*WORK INSTRUCTION*: Every entry must be given again exactly as it is written.
[THE RECORDS Boundary: Start]
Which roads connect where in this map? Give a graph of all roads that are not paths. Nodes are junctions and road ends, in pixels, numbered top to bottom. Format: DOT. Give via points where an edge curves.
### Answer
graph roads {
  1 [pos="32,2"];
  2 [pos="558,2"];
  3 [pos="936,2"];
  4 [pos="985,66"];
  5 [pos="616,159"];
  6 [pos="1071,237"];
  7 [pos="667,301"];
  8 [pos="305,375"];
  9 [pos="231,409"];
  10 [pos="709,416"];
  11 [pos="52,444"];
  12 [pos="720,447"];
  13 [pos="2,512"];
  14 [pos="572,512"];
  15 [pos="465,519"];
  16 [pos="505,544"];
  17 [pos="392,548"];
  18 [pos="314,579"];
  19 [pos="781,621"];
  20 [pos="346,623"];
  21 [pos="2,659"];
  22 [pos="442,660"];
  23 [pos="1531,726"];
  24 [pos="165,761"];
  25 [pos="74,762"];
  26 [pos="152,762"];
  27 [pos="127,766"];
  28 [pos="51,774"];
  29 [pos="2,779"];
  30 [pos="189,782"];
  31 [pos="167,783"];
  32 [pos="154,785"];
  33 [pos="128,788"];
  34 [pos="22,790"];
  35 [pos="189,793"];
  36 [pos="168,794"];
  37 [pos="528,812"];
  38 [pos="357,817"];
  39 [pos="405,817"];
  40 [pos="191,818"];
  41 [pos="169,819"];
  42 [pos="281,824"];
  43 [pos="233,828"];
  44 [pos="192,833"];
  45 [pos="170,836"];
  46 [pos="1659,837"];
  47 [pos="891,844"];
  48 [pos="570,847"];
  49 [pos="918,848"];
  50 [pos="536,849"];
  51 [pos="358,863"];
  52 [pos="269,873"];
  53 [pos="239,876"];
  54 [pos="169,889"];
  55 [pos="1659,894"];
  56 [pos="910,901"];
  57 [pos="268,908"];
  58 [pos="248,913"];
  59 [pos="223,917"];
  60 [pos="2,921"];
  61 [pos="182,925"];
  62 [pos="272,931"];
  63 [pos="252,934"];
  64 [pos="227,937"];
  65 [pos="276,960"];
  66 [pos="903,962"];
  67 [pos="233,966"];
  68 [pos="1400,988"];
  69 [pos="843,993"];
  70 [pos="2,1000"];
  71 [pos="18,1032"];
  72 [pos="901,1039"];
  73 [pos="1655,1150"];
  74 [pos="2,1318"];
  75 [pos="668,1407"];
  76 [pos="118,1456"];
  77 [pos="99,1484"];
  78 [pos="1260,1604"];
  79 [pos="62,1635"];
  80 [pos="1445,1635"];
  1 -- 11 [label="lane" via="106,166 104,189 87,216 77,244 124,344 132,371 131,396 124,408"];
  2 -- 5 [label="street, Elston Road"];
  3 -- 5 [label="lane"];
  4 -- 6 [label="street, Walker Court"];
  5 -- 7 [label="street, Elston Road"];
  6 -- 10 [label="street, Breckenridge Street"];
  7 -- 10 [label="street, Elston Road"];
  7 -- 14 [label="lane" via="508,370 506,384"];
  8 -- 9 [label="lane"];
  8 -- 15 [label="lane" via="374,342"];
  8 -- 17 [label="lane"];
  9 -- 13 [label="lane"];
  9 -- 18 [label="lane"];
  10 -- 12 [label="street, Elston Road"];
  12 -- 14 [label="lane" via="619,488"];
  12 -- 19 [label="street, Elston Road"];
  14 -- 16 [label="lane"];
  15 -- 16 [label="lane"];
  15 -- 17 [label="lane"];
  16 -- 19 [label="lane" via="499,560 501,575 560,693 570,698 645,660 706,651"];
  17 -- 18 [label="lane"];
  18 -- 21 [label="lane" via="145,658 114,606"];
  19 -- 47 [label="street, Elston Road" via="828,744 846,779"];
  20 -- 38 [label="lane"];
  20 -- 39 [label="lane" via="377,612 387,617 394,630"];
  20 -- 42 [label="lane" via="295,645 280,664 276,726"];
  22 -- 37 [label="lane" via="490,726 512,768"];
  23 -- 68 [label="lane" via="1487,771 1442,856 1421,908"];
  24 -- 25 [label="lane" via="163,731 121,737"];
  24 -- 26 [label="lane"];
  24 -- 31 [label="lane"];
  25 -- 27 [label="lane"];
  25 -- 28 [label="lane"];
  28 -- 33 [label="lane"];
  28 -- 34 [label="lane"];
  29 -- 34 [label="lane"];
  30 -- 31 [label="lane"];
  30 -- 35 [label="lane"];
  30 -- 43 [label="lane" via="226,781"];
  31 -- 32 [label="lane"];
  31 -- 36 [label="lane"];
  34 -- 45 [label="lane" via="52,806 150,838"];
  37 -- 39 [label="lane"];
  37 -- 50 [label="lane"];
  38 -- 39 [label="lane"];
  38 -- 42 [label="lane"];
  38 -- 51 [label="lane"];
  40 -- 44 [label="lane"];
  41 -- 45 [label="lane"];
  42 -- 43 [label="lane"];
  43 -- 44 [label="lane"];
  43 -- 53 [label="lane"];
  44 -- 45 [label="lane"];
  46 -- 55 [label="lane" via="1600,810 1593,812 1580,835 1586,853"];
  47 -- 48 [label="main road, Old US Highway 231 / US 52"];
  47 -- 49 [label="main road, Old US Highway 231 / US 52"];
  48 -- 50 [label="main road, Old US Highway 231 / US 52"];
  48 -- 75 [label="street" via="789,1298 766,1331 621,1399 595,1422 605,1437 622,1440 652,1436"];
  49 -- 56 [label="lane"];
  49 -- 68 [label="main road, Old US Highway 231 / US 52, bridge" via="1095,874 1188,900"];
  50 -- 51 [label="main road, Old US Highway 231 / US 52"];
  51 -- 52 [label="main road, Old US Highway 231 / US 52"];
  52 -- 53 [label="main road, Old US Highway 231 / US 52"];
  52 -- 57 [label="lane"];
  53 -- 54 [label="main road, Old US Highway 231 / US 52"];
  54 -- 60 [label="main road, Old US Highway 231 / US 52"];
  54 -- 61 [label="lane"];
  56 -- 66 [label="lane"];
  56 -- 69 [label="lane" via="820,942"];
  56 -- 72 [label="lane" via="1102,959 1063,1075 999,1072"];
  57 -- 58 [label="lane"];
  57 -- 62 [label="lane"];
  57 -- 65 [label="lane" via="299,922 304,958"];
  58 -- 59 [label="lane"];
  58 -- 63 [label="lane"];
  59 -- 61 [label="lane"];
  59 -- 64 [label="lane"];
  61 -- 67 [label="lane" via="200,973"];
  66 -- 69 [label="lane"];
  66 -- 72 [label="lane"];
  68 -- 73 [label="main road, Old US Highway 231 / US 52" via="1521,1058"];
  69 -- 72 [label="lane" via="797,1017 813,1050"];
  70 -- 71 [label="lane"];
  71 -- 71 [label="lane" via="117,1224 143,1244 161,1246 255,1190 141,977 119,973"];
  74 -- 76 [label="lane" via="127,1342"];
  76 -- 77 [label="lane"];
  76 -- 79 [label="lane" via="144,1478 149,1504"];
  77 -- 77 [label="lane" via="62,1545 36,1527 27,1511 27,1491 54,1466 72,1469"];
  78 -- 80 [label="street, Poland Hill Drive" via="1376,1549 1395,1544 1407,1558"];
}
[THE RECORDS Boundary: End]
*TASK RESPONSE*:
Which roads connect where in this map? Give a graph of all roads that are not paths. Nodes are junctions and road ends, in pixels, numbered top to bottom. Format: DOT. Give via points where an edge curves.
### Answer
graph roads {
  1 [pos="32,2"];
  2 [pos="558,2"];
  3 [pos="936,2"];
  4 [pos="985,66"];
  5 [pos="616,159"];
  6 [pos="1071,237"];
  7 [pos="667,301"];
  8 [pos="305,375"];
  9 [pos="231,409"];
  10 [pos="709,416"];
  11 [pos="52,444"];
  12 [pos="720,447"];
  13 [pos="2,512"];
  14 [pos="572,512"];
  15 [pos="465,519"];
  16 [pos="505,544"];
  17 [pos="392,548"];
  18 [pos="314,579"];
  19 [pos="781,621"];
  20 [pos="346,623"];
  21 [pos="2,659"];
  22 [pos="442,660"];
  23 [pos="1531,726"];
  24 [pos="165,761"];
  25 [pos="74,762"];
  26 [pos="152,762"];
  27 [pos="127,766"];
  28 [pos="51,774"];
  29 [pos="2,779"];
  30 [pos="189,782"];
  31 [pos="167,783"];
  32 [pos="154,785"];
  33 [pos="128,788"];
  34 [pos="22,790"];
  35 [pos="189,793"];
  36 [pos="168,794"];
  37 [pos="528,812"];
  38 [pos="357,817"];
  39 [pos="405,817"];
  40 [pos="191,818"];
  41 [pos="169,819"];
  42 [pos="281,824"];
  43 [pos="233,828"];
  44 [pos="192,833"];
  45 [pos="170,836"];
  46 [pos="1659,837"];
  47 [pos="891,844"];
  48 [pos="570,847"];
  49 [pos="918,848"];
  50 [pos="536,849"];
  51 [pos="358,863"];
  52 [pos="269,873"];
  53 [pos="239,876"];
  54 [pos="169,889"];
  55 [pos="1659,894"];
  56 [pos="910,901"];
  57 [pos="268,908"];
  58 [pos="248,913"];
  59 [pos="223,917"];
  60 [pos="2,921"];
  61 [pos="182,925"];
  62 [pos="272,931"];
  63 [pos="252,934"];
  64 [pos="227,937"];
  65 [pos="276,960"];
  66 [pos="903,962"];
  67 [pos="233,966"];
  68 [pos="1400,988"];
  69 [pos="843,993"];
  70 [pos="2,1000"];
  71 [pos="18,1032"];
  72 [pos="901,1039"];
  73 [pos="1655,1150"];
  74 [pos="2,1318"];
  75 [pos="668,1407"];
  76 [pos="118,1456"];
  77 [pos="99,1484"];
  78 [pos="1260,1604"];
  79 [pos="62,1635"];
  80 [pos="1445,1635"];
  1 -- 11 [label="lane" via="106,166 104,189 87,216 77,244 124,344 132,371 131,396 124,408"];
  2 -- 5 [label="street, Elston Road"];
  3 -- 5 [label="lane"];
  4 -- 6 [label="street, Walker Court"];
  5 -- 7 [label="street, Elston Road"];
  6 -- 10 [label="street, Breckenridge Street"];
  7 -- 10 [label="street, Elston Road"];
  7 -- 14 [label="lane" via="508,370 506,384"];
  8 -- 9 [label="lane"];
  8 -- 15 [label="lane" via="374,342"];
  8 -- 17 [label="lane"];
  9 -- 13 [label="lane"];
  9 -- 18 [label="lane"];
  10 -- 12 [label="street, Elston Road"];
  12 -- 14 [label="lane" via="619,488"];
  12 -- 19 [label="street, Elston Road"];
  14 -- 16 [label="lane"];
  15 -- 16 [label="lane"];
  15 -- 17 [label="lane"];
  16 -- 19 [label="lane" via="499,560 501,575 560,693 570,698 645,660 706,651"];
  17 -- 18 [label="lane"];
  18 -- 21 [label="lane" via="145,658 114,606"];
  19 -- 47 [label="street, Elston Road" via="828,744 846,779"];
  20 -- 38 [label="lane"];
  20 -- 39 [label="lane" via="377,612 387,617 394,630"];
  20 -- 42 [label="lane" via="295,645 280,664 276,726"];
  22 -- 37 [label="lane" via="490,726 512,768"];
  23 -- 68 [label="lane" via="1487,771 1442,856 1421,908"];
  24 -- 25 [label="lane" via="163,731 121,737"];
  24 -- 26 [label="lane"];
  24 -- 31 [label="lane"];
  25 -- 27 [label="lane"];
  25 -- 28 [label="lane"];
  28 -- 33 [label="lane"];
  28 -- 34 [label="lane"];
  29 -- 34 [label="lane"];
  30 -- 31 [label="lane"];
  30 -- 35 [label="lane"];
  30 -- 43 [label="lane" via="226,781"];
  31 -- 32 [label="lane"];
  31 -- 36 [label="lane"];
  34 -- 45 [label="lane" via="52,806 150,838"];
  37 -- 39 [label="lane"];
  37 -- 50 [label="lane"];
  38 -- 39 [label="lane"];
  38 -- 42 [label="lane"];
  38 -- 51 [label="lane"];
  40 -- 44 [label="lane"];
  41 -- 45 [label="lane"];
  42 -- 43 [label="lane"];
  43 -- 44 [label="lane"];
  43 -- 53 [label="lane"];
  44 -- 45 [label="lane"];
  46 -- 55 [label="lane" via="1600,810 1593,812 1580,835 1586,853"];
  47 -- 48 [label="main road, Old US Highway 231 / US 52"];
  47 -- 49 [label="main road, Old US Highway 231 / US 52"];
  48 -- 50 [label="main road, Old US Highway 231 / US 52"];
  48 -- 75 [label="street" via="789,1298 766,1331 621,1399 595,1422 605,1437 622,1440 652,1436"];
  49 -- 56 [label="lane"];
  49 -- 68 [label="main road, Old US Highway 231 / US 52, bridge" via="1095,874 1188,900"];
  50 -- 51 [label="main road, Old US Highway 231 / US 52"];
  51 -- 52 [label="main road, Old US Highway 231 / US 52"];
  52 -- 53 [label="main road, Old US Highway 231 / US 52"];
  52 -- 57 [label="lane"];
  53 -- 54 [label="main road, Old US Highway 231 / US 52"];
  54 -- 60 [label="main road, Old US Highway 231 / US 52"];
  54 -- 61 [label="lane"];
  56 -- 66 [label="lane"];
  56 -- 69 [label="lane" via="820,942"];
  56 -- 72 [label="lane" via="1102,959 1063,1075 999,1072"];
  57 -- 58 [label="lane"];
  57 -- 62 [label="lane"];
  57 -- 65 [label="lane" via="299,922 304,958"];
  58 -- 59 [label="lane"];
  58 -- 63 [label="lane"];
  59 -- 61 [label="lane"];
  59 -- 64 [label="lane"];
  61 -- 67 [label="lane" via="200,973"];
  66 -- 69 [label="lane"];
  66 -- 72 [label="lane"];
  68 -- 73 [label="main road, Old US Highway 231 / US 52" via="1521,1058"];
  69 -- 72 [label="lane" via="797,1017 813,1050"];
  70 -- 71 [label="lane"];
  71 -- 71 [label="lane" via="117,1224 143,1244 161,1246 255,1190 141,977 119,973"];
  74 -- 76 [label="lane" via="127,1342"];
  76 -- 77 [label="lane"];
  76 -- 79 [label="lane" via="144,1478 149,1504"];
  77 -- 77 [label="lane" via="62,1545 36,1527 27,1511 27,1491 54,1466 72,1469"];
  78 -- 80 [label="street, Poland Hill Drive" via="1376,1549 1395,1544 1407,1558"];
}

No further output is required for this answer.